■ Task description:
Scan the entries below and return each line that contains "Лучистая".
╭──
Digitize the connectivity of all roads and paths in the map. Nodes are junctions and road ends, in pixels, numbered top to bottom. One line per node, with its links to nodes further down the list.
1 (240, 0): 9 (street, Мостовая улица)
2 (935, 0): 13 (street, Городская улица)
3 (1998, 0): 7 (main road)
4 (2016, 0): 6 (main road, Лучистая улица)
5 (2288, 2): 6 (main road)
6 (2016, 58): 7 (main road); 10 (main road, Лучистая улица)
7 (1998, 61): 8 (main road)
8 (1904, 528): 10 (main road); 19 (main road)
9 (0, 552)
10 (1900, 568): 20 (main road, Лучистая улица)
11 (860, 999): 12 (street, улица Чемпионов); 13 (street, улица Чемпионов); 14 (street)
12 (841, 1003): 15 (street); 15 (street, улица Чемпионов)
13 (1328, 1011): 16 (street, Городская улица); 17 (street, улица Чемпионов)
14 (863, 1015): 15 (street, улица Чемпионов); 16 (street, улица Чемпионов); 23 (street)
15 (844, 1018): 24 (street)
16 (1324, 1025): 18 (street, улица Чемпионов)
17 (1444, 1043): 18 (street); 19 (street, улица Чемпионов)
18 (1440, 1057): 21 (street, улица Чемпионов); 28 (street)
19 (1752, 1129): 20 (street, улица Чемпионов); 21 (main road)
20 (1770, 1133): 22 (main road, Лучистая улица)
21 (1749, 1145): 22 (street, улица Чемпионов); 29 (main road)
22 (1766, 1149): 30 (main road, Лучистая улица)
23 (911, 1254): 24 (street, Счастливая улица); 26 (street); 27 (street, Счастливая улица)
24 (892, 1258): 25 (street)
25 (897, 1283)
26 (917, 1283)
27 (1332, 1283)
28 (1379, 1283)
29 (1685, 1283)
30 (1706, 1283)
╰──
■ Response to this exercise:
4 (2016, 0): 6 (main road, Лучистая улица)
6 (2016, 58): 7 (main road); 10 (main road, Лучистая улица)
10 (1900, 568): 20 (main road, Лучистая улица)
20 (1770, 1133): 22 (main road, Лучистая улица)
22 (1766, 1149): 30 (main road, Лучистая улица)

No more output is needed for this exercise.